### What is expected
Could the data below please be reproduced word for word, without the pictures?

[Opening Dataset extract section]

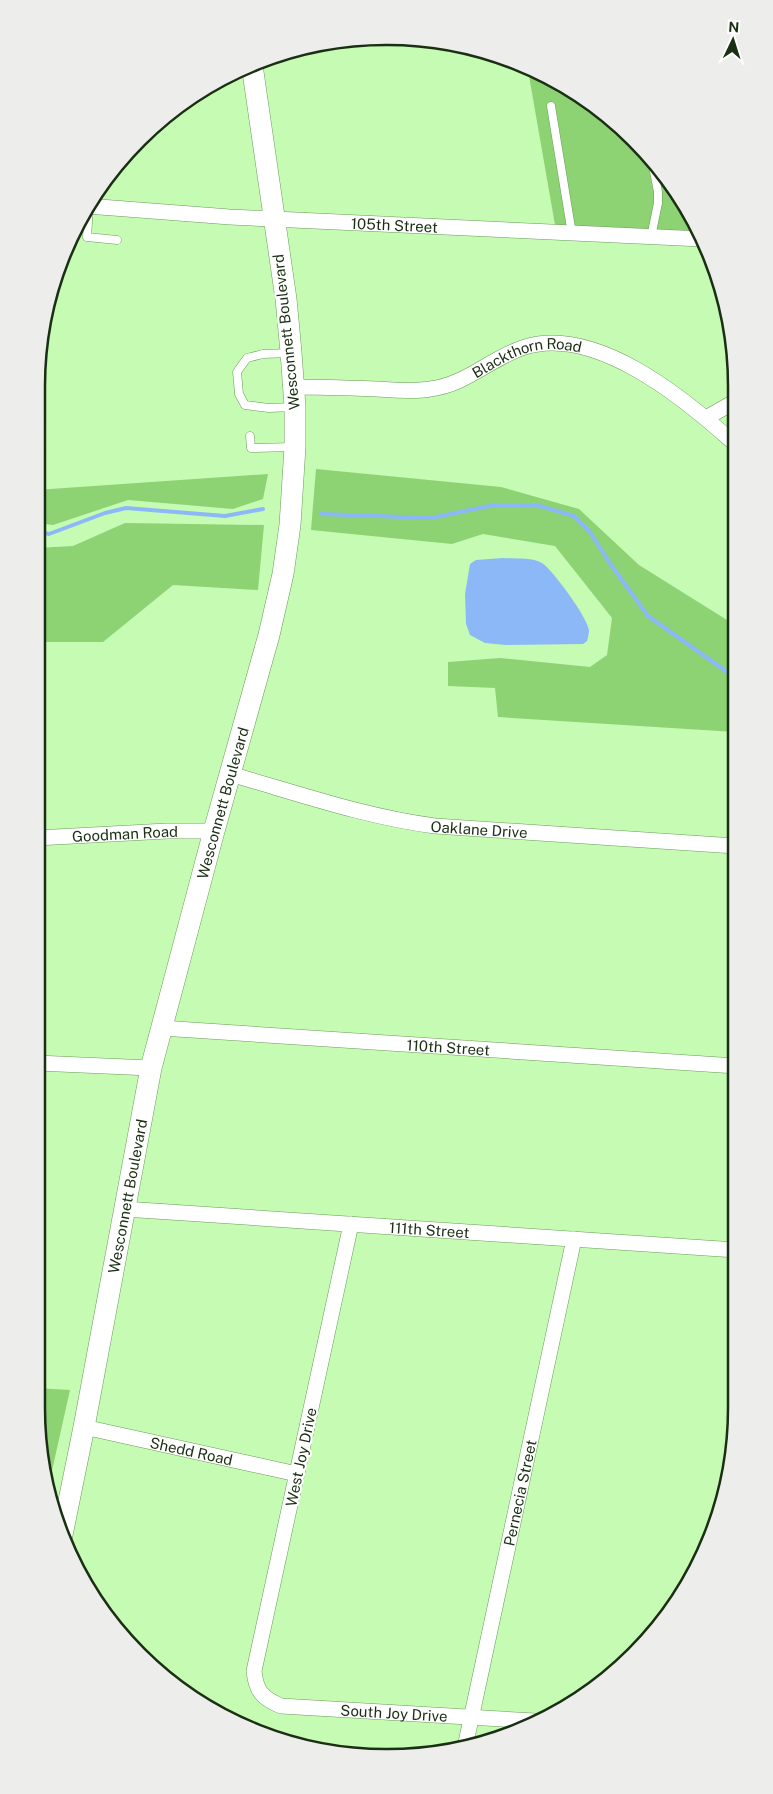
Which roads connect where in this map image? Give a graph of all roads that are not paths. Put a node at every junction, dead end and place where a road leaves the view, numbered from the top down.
1 (253, 72) edge
2 (551, 106) dead end
3 (655, 176) edge
4 (97, 207) edge
5 (274, 219) junction
6 (87, 222) edge
7 (572, 234) junction
8 (651, 237) junction
9 (695, 239) edge
10 (117, 240) dead end
11 (291, 352) junction
12 (294, 397) junction
13 (728, 405) edge
14 (706, 418) junction
15 (250, 436) dead end
16 (728, 438) edge
17 (295, 447) junction
18 (230, 774) junction
19 (214, 831) junction
20 (45, 838) edge
21 (728, 846) edge
22 (161, 1028) junction
23 (45, 1063) edge
24 (728, 1065) edge
25 (151, 1068) junction
26 (124, 1209) junction
27 (351, 1224) junction
28 (574, 1239) junction
29 (728, 1249) edge
30 (84, 1427) junction
31 (297, 1474) junction
32 (65, 1522) edge
33 (258, 1690) joint
34 (473, 1717) junction
35 (523, 1720) edge
36 (467, 1739) edge

1 - 5 street, Wesconnett Boulevard
2 - 7 lane
3 - 8 lane
4 - 5 street, 105th Street
5 - 7 street, 105th Street
5 - 11 street, Wesconnett Boulevard
6 - 10 lane
7 - 8 street, 105th Street
8 - 9 street, 105th Street
11 - 12 street, Wesconnett Boulevard
11 - 12 lane
12 - 14 street, Blackthorn Road
12 - 17 street, Wesconnett Boulevard
13 - 14 street
14 - 16 street, Blackthorn Road
15 - 17 lane
17 - 18 street, Wesconnett Boulevard
18 - 19 street, Wesconnett Boulevard
18 - 21 street, Oaklane Drive
19 - 20 street, Goodman Road
19 - 22 street, Wesconnett Boulevard
22 - 24 street, 110th Street
22 - 25 street, Wesconnett Boulevard
23 - 25 street
25 - 26 street, Wesconnett Boulevard
26 - 27 street, 111th Street
26 - 30 street, Wesconnett Boulevard
27 - 28 street, 111th Street
27 - 31 street, West Joy Drive
28 - 29 street, 111th Street
28 - 34 street, Pernecia Street
30 - 31 street, Shedd Road
30 - 32 street, Wesconnett Boulevard
31 - 33 street, West Joy Drive
33 - 34 street, South Joy Drive
34 - 35 street, South Joy Drive
34 - 36 street, Pernecia Street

[Closing Dataset extract section]

### Answer space
Which roads connect where in this map image? Give a graph of all roads that are not paths. Put a node at every junction, dead end and place where a road leaves the view, numbered from the top down.
1 (253, 72) edge
2 (551, 106) dead end
3 (655, 176) edge
4 (97, 207) edge
5 (274, 219) junction
6 (87, 222) edge
7 (572, 234) junction
8 (651, 237) junction
9 (695, 239) edge
10 (117, 240) dead end
11 (291, 352) junction
12 (294, 397) junction
13 (728, 405) edge
14 (706, 418) junction
15 (250, 436) dead end
16 (728, 438) edge
17 (295, 447) junction
18 (230, 774) junction
19 (214, 831) junction
20 (45, 838) edge
21 (728, 846) edge
22 (161, 1028) junction
23 (45, 1063) edge
24 (728, 1065) edge
25 (151, 1068) junction
26 (124, 1209) junction
27 (351, 1224) junction
28 (574, 1239) junction
29 (728, 1249) edge
30 (84, 1427) junction
31 (297, 1474) junction
32 (65, 1522) edge
33 (258, 1690) joint
34 (473, 1717) junction
35 (523, 1720) edge
36 (467, 1739) edge

1 - 5 street, Wesconnett Boulevard
2 - 7 lane
3 - 8 lane
4 - 5 street, 105th Street
5 - 7 street, 105th Street
5 - 11 street, Wesconnett Boulevard
6 - 10 lane
7 - 8 street, 105th Street
8 - 9 street, 105th Street
11 - 12 street, Wesconnett Boulevard
11 - 12 lane
12 - 14 street, Blackthorn Road
12 - 17 street, Wesconnett Boulevard
13 - 14 street
14 - 16 street, Blackthorn Road
15 - 17 lane
17 - 18 street, Wesconnett Boulevard
18 - 19 street, Wesconnett Boulevard
18 - 21 street, Oaklane Drive
19 - 20 street, Goodman Road
19 - 22 street, Wesconnett Boulevard
22 - 24 street, 110th Street
22 - 25 street, Wesconnett Boulevard
23 - 25 street
25 - 26 street, Wesconnett Boulevard
26 - 27 street, 111th Street
26 - 30 street, Wesconnett Boulevard
27 - 28 street, 111th Street
27 - 31 street, West Joy Drive
28 - 29 street, 111th Street
28 - 34 street, Pernecia Street
30 - 31 street, Shedd Road
30 - 32 street, Wesconnett Boulevard
31 - 33 street, West Joy Drive
33 - 34 street, South Joy Drive
34 - 35 street, South Joy Drive
34 - 36 street, Pernecia Street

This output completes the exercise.